Records for the task:

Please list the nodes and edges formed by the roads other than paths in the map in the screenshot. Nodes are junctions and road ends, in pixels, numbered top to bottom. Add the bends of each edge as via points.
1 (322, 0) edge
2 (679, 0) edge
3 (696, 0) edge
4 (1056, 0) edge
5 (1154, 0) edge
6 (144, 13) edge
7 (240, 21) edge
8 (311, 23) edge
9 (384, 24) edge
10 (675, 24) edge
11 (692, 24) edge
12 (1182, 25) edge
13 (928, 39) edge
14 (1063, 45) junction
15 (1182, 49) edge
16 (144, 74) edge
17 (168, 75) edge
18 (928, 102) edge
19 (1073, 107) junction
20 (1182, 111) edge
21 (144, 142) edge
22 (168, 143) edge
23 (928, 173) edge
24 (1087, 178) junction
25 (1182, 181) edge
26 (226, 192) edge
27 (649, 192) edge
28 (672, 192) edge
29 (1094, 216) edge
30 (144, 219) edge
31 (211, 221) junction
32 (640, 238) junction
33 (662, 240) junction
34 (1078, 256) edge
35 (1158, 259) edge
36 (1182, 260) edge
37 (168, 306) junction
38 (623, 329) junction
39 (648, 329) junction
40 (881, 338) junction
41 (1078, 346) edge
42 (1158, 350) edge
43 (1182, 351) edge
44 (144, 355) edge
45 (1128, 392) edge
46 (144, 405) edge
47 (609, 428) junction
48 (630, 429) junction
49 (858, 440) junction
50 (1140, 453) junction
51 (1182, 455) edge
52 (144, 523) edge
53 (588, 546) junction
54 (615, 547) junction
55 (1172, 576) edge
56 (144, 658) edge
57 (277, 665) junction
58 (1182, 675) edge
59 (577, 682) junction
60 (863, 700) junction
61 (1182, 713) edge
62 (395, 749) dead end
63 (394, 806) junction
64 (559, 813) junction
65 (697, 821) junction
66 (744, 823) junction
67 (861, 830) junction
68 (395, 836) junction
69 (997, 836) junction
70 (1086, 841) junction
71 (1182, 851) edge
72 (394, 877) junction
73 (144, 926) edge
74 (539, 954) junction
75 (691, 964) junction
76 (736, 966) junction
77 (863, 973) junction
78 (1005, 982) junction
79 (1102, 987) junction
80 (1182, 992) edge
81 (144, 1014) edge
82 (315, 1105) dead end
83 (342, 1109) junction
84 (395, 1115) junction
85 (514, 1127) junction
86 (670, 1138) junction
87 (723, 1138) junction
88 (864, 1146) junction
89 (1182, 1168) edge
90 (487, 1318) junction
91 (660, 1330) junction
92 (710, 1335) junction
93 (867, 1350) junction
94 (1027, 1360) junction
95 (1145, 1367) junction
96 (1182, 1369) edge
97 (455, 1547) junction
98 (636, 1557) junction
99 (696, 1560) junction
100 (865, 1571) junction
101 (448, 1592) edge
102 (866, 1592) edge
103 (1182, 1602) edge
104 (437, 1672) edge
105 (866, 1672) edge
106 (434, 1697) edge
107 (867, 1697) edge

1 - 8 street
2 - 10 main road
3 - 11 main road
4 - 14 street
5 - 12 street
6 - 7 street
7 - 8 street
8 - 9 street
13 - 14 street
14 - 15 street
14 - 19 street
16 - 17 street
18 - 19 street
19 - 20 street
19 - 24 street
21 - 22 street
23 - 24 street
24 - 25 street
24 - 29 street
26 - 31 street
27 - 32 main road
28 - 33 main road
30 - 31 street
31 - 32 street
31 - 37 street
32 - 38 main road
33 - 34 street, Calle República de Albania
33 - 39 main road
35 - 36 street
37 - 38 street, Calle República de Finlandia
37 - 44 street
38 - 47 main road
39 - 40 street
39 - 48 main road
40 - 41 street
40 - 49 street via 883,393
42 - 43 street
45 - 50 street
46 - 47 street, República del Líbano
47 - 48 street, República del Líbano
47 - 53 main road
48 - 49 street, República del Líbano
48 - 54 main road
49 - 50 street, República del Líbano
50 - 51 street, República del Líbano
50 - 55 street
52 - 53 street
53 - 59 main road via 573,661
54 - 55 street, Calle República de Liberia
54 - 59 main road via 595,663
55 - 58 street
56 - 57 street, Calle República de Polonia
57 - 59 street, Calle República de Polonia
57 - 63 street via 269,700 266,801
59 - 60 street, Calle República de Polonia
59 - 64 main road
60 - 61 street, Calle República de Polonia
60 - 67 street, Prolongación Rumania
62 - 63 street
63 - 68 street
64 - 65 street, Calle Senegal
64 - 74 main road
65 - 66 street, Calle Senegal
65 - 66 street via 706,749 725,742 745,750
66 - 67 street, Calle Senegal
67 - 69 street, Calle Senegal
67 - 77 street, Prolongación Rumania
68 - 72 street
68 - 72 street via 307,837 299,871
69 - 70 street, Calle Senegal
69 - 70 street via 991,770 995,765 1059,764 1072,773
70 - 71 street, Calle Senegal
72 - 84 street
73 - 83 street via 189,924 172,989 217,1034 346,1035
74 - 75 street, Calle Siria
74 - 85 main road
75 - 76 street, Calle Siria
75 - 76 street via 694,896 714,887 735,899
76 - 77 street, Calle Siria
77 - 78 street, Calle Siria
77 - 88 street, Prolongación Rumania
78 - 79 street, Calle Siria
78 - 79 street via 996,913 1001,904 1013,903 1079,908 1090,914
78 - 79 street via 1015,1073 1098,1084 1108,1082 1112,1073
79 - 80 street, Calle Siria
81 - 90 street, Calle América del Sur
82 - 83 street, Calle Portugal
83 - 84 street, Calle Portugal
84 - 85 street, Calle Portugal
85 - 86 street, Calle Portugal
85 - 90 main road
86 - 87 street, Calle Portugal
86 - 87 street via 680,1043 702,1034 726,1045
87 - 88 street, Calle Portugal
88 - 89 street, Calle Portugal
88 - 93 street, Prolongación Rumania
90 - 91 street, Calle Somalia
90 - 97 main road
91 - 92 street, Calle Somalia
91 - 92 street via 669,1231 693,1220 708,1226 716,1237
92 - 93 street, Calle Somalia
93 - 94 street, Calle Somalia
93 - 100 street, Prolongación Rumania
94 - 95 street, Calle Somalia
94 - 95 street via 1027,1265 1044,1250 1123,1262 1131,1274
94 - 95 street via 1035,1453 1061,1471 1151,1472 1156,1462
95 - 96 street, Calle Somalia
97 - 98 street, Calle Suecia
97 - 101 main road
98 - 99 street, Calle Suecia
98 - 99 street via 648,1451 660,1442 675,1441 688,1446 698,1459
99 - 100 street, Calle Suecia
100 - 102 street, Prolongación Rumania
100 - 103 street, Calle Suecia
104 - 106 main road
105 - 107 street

Problem requirements:
Every line in the material must be retyped exactly, with none omitted.

Task result:
Please list the nodes and edges formed by the roads other than paths in the map in the screenshot. Nodes are junctions and road ends, in pixels, numbered top to bottom. Add the bends of each edge as via points.
1 (322, 0) edge
2 (679, 0) edge
3 (696, 0) edge
4 (1056, 0) edge
5 (1154, 0) edge
6 (144, 13) edge
7 (240, 21) edge
8 (311, 23) edge
9 (384, 24) edge
10 (675, 24) edge
11 (692, 24) edge
12 (1182, 25) edge
13 (928, 39) edge
14 (1063, 45) junction
15 (1182, 49) edge
16 (144, 74) edge
17 (168, 75) edge
18 (928, 102) edge
19 (1073, 107) junction
20 (1182, 111) edge
21 (144, 142) edge
22 (168, 143) edge
23 (928, 173) edge
24 (1087, 178) junction
25 (1182, 181) edge
26 (226, 192) edge
27 (649, 192) edge
28 (672, 192) edge
29 (1094, 216) edge
30 (144, 219) edge
31 (211, 221) junction
32 (640, 238) junction
33 (662, 240) junction
34 (1078, 256) edge
35 (1158, 259) edge
36 (1182, 260) edge
37 (168, 306) junction
38 (623, 329) junction
39 (648, 329) junction
40 (881, 338) junction
41 (1078, 346) edge
42 (1158, 350) edge
43 (1182, 351) edge
44 (144, 355) edge
45 (1128, 392) edge
46 (144, 405) edge
47 (609, 428) junction
48 (630, 429) junction
49 (858, 440) junction
50 (1140, 453) junction
51 (1182, 455) edge
52 (144, 523) edge
53 (588, 546) junction
54 (615, 547) junction
55 (1172, 576) edge
56 (144, 658) edge
57 (277, 665) junction
58 (1182, 675) edge
59 (577, 682) junction
60 (863, 700) junction
61 (1182, 713) edge
62 (395, 749) dead end
63 (394, 806) junction
64 (559, 813) junction
65 (697, 821) junction
66 (744, 823) junction
67 (861, 830) junction
68 (395, 836) junction
69 (997, 836) junction
70 (1086, 841) junction
71 (1182, 851) edge
72 (394, 877) junction
73 (144, 926) edge
74 (539, 954) junction
75 (691, 964) junction
76 (736, 966) junction
77 (863, 973) junction
78 (1005, 982) junction
79 (1102, 987) junction
80 (1182, 992) edge
81 (144, 1014) edge
82 (315, 1105) dead end
83 (342, 1109) junction
84 (395, 1115) junction
85 (514, 1127) junction
86 (670, 1138) junction
87 (723, 1138) junction
88 (864, 1146) junction
89 (1182, 1168) edge
90 (487, 1318) junction
91 (660, 1330) junction
92 (710, 1335) junction
93 (867, 1350) junction
94 (1027, 1360) junction
95 (1145, 1367) junction
96 (1182, 1369) edge
97 (455, 1547) junction
98 (636, 1557) junction
99 (696, 1560) junction
100 (865, 1571) junction
101 (448, 1592) edge
102 (866, 1592) edge
103 (1182, 1602) edge
104 (437, 1672) edge
105 (866, 1672) edge
106 (434, 1697) edge
107 (867, 1697) edge

1 - 8 street
2 - 10 main road
3 - 11 main road
4 - 14 street
5 - 12 street
6 - 7 street
7 - 8 street
8 - 9 street
13 - 14 street
14 - 15 street
14 - 19 street
16 - 17 street
18 - 19 street
19 - 20 street
19 - 24 street
21 - 22 street
23 - 24 street
24 - 25 street
24 - 29 street
26 - 31 street
27 - 32 main road
28 - 33 main road
30 - 31 street
31 - 32 street
31 - 37 street
32 - 38 main road
33 - 34 street, Calle República de Albania
33 - 39 main road
35 - 36 street
37 - 38 street, Calle República de Finlandia
37 - 44 street
38 - 47 main road
39 - 40 street
39 - 48 main road
40 - 41 street
40 - 49 street via 883,393
42 - 43 street
45 - 50 street
46 - 47 street, República del Líbano
47 - 48 street, República del Líbano
47 - 53 main road
48 - 49 street, República del Líbano
48 - 54 main road
49 - 50 street, República del Líbano
50 - 51 street, República del Líbano
50 - 55 street
52 - 53 street
53 - 59 main road via 573,661
54 - 55 street, Calle República de Liberia
54 - 59 main road via 595,663
55 - 58 street
56 - 57 street, Calle República de Polonia
57 - 59 street, Calle República de Polonia
57 - 63 street via 269,700 266,801
59 - 60 street, Calle República de Polonia
59 - 64 main road
60 - 61 street, Calle República de Polonia
60 - 67 street, Prolongación Rumania
62 - 63 street
63 - 68 street
64 - 65 street, Calle Senegal
64 - 74 main road
65 - 66 street, Calle Senegal
65 - 66 street via 706,749 725,742 745,750
66 - 67 street, Calle Senegal
67 - 69 street, Calle Senegal
67 - 77 street, Prolongación Rumania
68 - 72 street
68 - 72 street via 307,837 299,871
69 - 70 street, Calle Senegal
69 - 70 street via 991,770 995,765 1059,764 1072,773
70 - 71 street, Calle Senegal
72 - 84 street
73 - 83 street via 189,924 172,989 217,1034 346,1035
74 - 75 street, Calle Siria
74 - 85 main road
75 - 76 street, Calle Siria
75 - 76 street via 694,896 714,887 735,899
76 - 77 street, Calle Siria
77 - 78 street, Calle Siria
77 - 88 street, Prolongación Rumania
78 - 79 street, Calle Siria
78 - 79 street via 996,913 1001,904 1013,903 1079,908 1090,914
78 - 79 street via 1015,1073 1098,1084 1108,1082 1112,1073
79 - 80 street, Calle Siria
81 - 90 street, Calle América del Sur
82 - 83 street, Calle Portugal
83 - 84 street, Calle Portugal
84 - 85 street, Calle Portugal
85 - 86 street, Calle Portugal
85 - 90 main road
86 - 87 street, Calle Portugal
86 - 87 street via 680,1043 702,1034 726,1045
87 - 88 street, Calle Portugal
88 - 89 street, Calle Portugal
88 - 93 street, Prolongación Rumania
90 - 91 street, Calle Somalia
90 - 97 main road
91 - 92 street, Calle Somalia
91 - 92 street via 669,1231 693,1220 708,1226 716,1237
92 - 93 street, Calle Somalia
93 - 94 street, Calle Somalia
93 - 100 street, Prolongación Rumania
94 - 95 street, Calle Somalia
94 - 95 street via 1027,1265 1044,1250 1123,1262 1131,1274
94 - 95 street via 1035,1453 1061,1471 1151,1472 1156,1462
95 - 96 street, Calle Somalia
97 - 98 street, Calle Suecia
97 - 101 main road
98 - 99 street, Calle Suecia
98 - 99 street via 648,1451 660,1442 675,1441 688,1446 698,1459
99 - 100 street, Calle Suecia
100 - 102 street, Prolongación Rumania
100 - 103 street, Calle Suecia
104 - 106 main road
105 - 107 street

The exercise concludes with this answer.